• **Task item**: Please report how many lines of the following entries hold the word "street", giving the number alone.

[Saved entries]
========================================

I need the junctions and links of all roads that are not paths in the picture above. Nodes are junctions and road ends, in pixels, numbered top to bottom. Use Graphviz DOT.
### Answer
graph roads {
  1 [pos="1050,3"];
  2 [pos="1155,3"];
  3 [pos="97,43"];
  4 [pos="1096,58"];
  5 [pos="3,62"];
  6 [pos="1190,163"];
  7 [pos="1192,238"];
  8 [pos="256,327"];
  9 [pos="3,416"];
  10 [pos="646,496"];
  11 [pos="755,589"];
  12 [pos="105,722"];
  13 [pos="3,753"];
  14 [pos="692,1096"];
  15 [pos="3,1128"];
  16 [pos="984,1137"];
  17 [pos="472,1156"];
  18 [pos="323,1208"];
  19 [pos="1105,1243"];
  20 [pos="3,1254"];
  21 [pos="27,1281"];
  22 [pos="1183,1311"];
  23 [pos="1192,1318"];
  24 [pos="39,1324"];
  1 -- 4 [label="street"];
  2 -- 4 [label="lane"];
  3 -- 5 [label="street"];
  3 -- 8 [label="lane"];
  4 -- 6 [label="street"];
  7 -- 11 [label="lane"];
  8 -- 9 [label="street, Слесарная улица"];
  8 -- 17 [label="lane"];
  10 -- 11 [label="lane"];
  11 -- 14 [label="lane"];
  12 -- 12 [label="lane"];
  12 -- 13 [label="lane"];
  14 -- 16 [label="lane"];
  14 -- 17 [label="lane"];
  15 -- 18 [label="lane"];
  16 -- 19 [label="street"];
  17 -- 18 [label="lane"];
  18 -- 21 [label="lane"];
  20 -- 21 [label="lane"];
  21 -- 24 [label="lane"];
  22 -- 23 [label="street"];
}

========================================

• **Problem solution**: 6